* [INSTRUCTIONS TO FOLLOW]: Determine how many lines in the entries below contain the word "Приймаченко". The reply is that number alone.

* [DATA PROVIDED]:
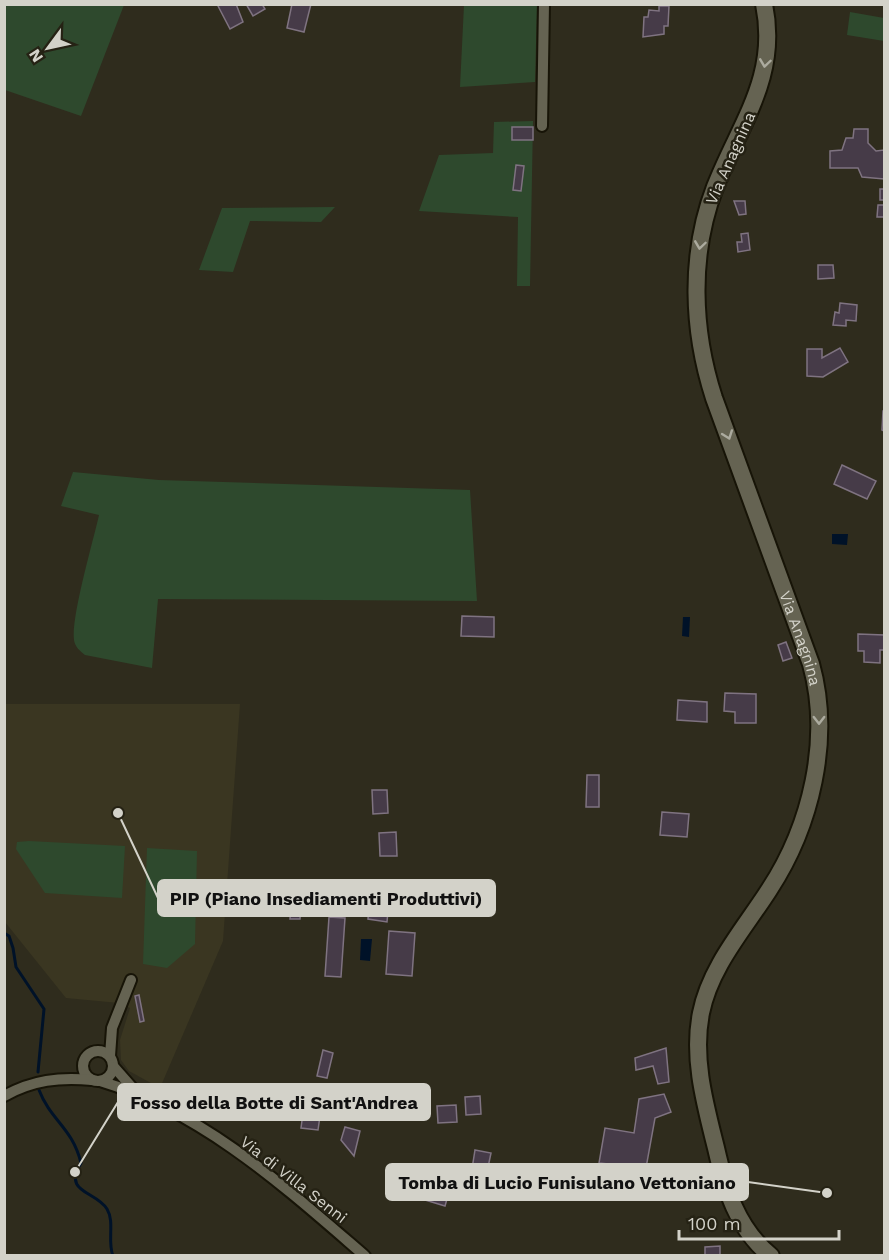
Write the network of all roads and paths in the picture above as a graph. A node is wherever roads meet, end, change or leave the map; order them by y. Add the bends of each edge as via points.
1 (544, 4) edge
2 (764, 4) edge
3 (542, 126) dead end
4 (131, 980) dead end
5 (111, 1033) junction
6 (97, 1051) junction
7 (110, 1056) junction
8 (83, 1062) junction
9 (114, 1067) junction
10 (62, 1078) junction
11 (96, 1081) junction
12 (138, 1094) junction
13 (4, 1096) edge
14 (366, 1256) edge
15 (771, 1256) edge

1 - 3 street
2 -> 15 main road, Via Anagnina via 768,38 760,88 715,186 701,232 698,325 714,398 809,657 819,695 819,733 811,787 798,833 776,879 713,979 702,1007 697,1047 708,1116 729,1193 746,1228
4 - 5 street
5 - 6 street, Via di Villa Senni
5 - 7 street
6 - 7 street
6 - 8 street, Via di Villa Senni via 88,1054
7 - 9 street, Via di Villa Senni
8 - 10 street, Via di Villa Senni
8 - 11 street via 84,1071
9 - 11 street via 111,1075
9 - 12 street, Via di Villa Senni
10 - 11 street, Via di Villa Senni
10 - 13 street, Via di Villa Senni via 29,1084
11 - 12 street, Via di Villa Senni
12 - 14 street, Via di Villa Senni via 187,1118 250,1161

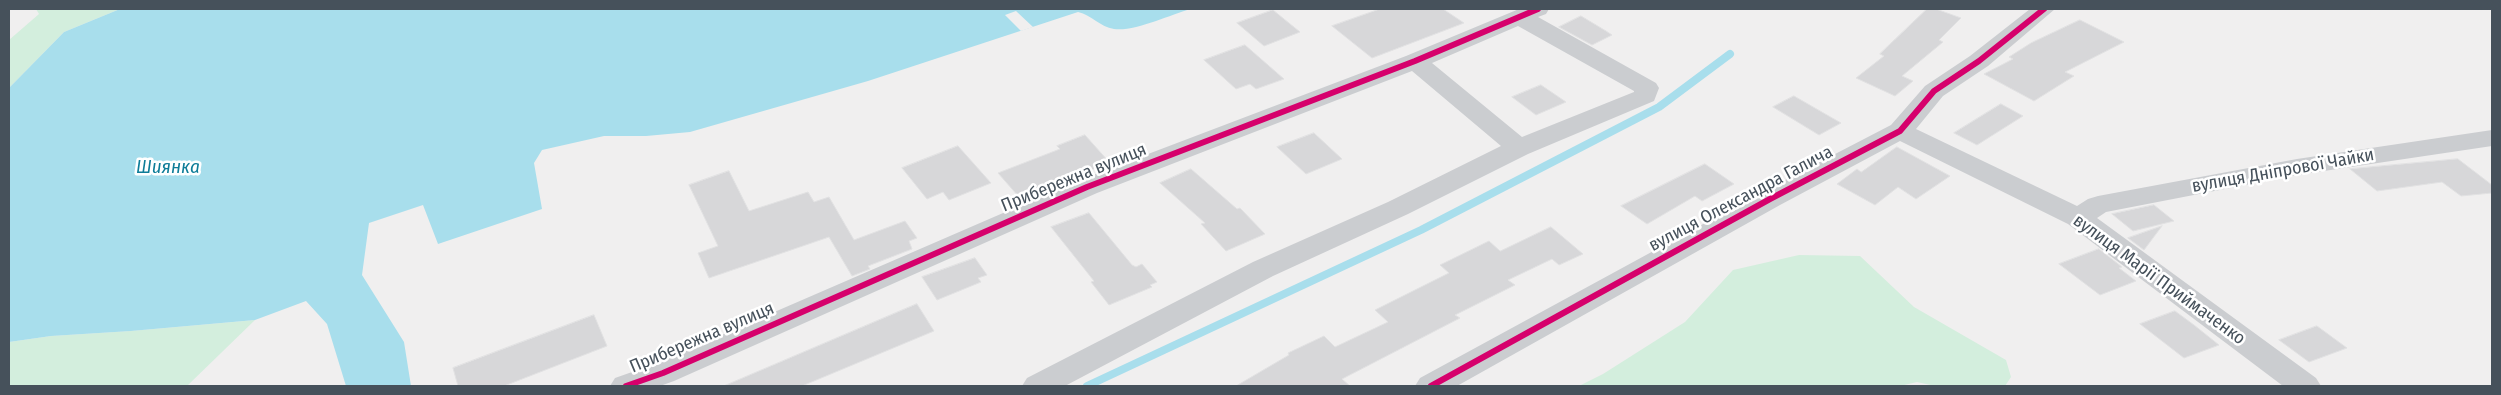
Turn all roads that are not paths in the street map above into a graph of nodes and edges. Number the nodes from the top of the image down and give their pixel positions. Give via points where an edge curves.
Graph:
1 (2044, 9) edge
2 (1529, 13) edge
3 (1415, 61) junction
4 (1900, 131) junction
5 (2492, 138) edge
6 (1519, 148) junction
7 (2078, 218) junction
8 (665, 380) edge
9 (626, 386) edge
10 (1038, 386) edge
11 (1431, 386) edge
12 (2305, 386) edge

1 - 4 street, вулиця Олександра Галича via 1979,61 1934,91
2 - 3 street, Прибережна вулиця
2 - 6 street via 1647,88 1644,96
3 - 6 street
3 - 8 street, Прибережна вулиця via 1087,187
4 - 7 street, вулиця Марії Приймаченко
4 - 11 street, вулиця Олександра Галича
5 - 7 street, вулиця Дніпрової Чайки via 2179,188 2098,205
6 - 10 street via 1398,208 1263,269
7 - 12 street, вулиця Марії Приймаченко
8 - 9 street, Прибережна вулиця

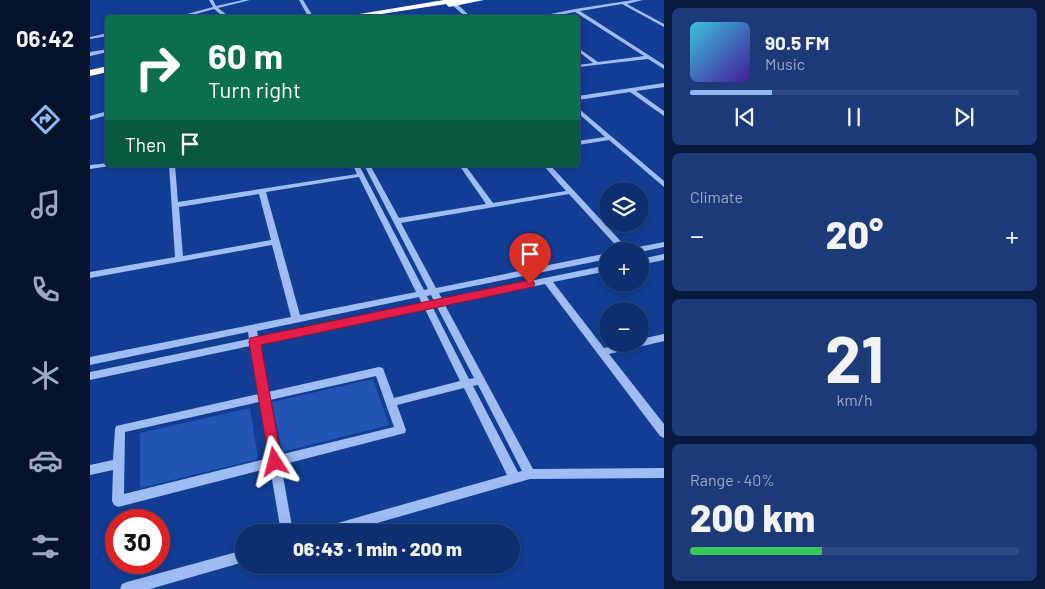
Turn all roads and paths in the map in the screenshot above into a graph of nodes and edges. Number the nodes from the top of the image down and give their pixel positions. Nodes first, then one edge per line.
1 (211, 0) edge
2 (248, 0) edge
3 (301, 0) edge
4 (480, 0) edge
5 (641, 0) edge
6 (454, 1) edge
7 (621, 1) edge
8 (215, 8) junction
9 (576, 10) junction
10 (186, 15) edge
11 (225, 15) edge
12 (310, 15) edge
13 (358, 15) edge
14 (380, 15) edge
15 (467, 15) edge
16 (550, 15) edge
17 (664, 26) edge
18 (105, 35) edge
19 (90, 38) edge
20 (580, 50) edge
21 (105, 51) edge
22 (90, 54) edge
23 (648, 57) junction
24 (598, 64) junction
25 (580, 66) edge
26 (664, 67) edge
27 (105, 72) edge
28 (90, 75) edge
29 (664, 85) edge
30 (631, 90) junction
31 (580, 98) edge
32 (580, 112) edge
33 (105, 114) edge
34 (664, 114) edge
35 (90, 118) edge
36 (610, 138) junction
37 (580, 143) edge
38 (105, 165) edge
39 (90, 167) edge
40 (172, 167) edge
41 (357, 167) edge
42 (368, 167) edge
43 (463, 167) edge
44 (548, 167) edge
45 (664, 174) edge
46 (361, 175) junction
47 (654, 176) junction
48 (664, 185) edge
49 (262, 191) junction
50 (571, 192) junction
51 (175, 205) junction
52 (491, 205) junction
53 (397, 221) junction
54 (275, 242) junction
55 (617, 242) edge
56 (664, 244) edge
57 (649, 247) edge
58 (664, 257) edge
59 (599, 258) edge
60 (180, 259) junction
61 (649, 260) edge
62 (599, 270) edge
63 (90, 275) edge
64 (548, 280) junction
65 (434, 291) junction
66 (421, 294) junction
67 (440, 303) junction
68 (427, 306) junction
69 (296, 319) junction
70 (252, 328) junction
71 (664, 337) edge
72 (649, 341) edge
73 (255, 342) junction
74 (599, 348) edge
75 (602, 352) edge
76 (90, 361) edge
77 (90, 376) edge
78 (480, 380) junction
79 (466, 383) junction
80 (264, 397) junction
81 (390, 403) junction
82 (664, 433) edge
83 (275, 462) junction
84 (119, 464) junction
85 (90, 470) edge
86 (664, 473) edge
87 (530, 474) junction
88 (515, 479) junction
89 (286, 524) edge
90 (355, 524) edge
91 (235, 559) edge
92 (127, 589) edge

1 - 8 street
2 - 8 street
3 - 12 street
4 - 6 highway
5 - 7 street
6 - 13 highway
6 - 14 highway
6 - 15 street
7 - 9 street
7 - 17 street
8 - 10 street
8 - 11 street
9 - 16 street
9 - 23 street
18 - 19 street
20 - 24 street
21 - 22 street
23 - 24 street
23 - 26 street
24 - 25 street
27 - 28 highway
29 - 30 street
30 - 31 street
30 - 34 street
32 - 36 street
33 - 35 street
36 - 37 street
36 - 47 street
38 - 39 street
40 - 51 street
41 - 46 street
42 - 53 street
43 - 52 lane
44 - 50 street
45 - 47 street
46 - 49 street
46 - 66 street
47 - 48 street
49 - 51 street
49 - 54 street
50 - 52 street
50 - 55 street
51 - 60 street
52 - 53 street
53 - 65 street
54 - 60 street
54 - 69 street
56 - 57 street
58 - 61 street
59 - 65 street
60 - 63 street
62 - 64 street
64 - 67 street
64 - 74 street
65 - 66 street
65 - 67 street
66 - 68 street
66 - 69 street
67 - 68 street
67 - 78 street
68 - 73 street
68 - 79 street
69 - 70 street
70 - 73 street
70 - 76 street
71 - 72 street
73 - 77 street
73 - 80 street
75 - 82 street
78 - 79 street
78 - 87 street
79 - 81 street
79 - 88 street
80 - 81 street
80 - 83 street
80 - 84 street
81 - 83 street
83 - 84 street
83 - 89 street
84 - 85 street
86 - 87 street
87 - 88 street
88 - 90 street
91 - 92 street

* [EXPECTED OUTPUT]: 2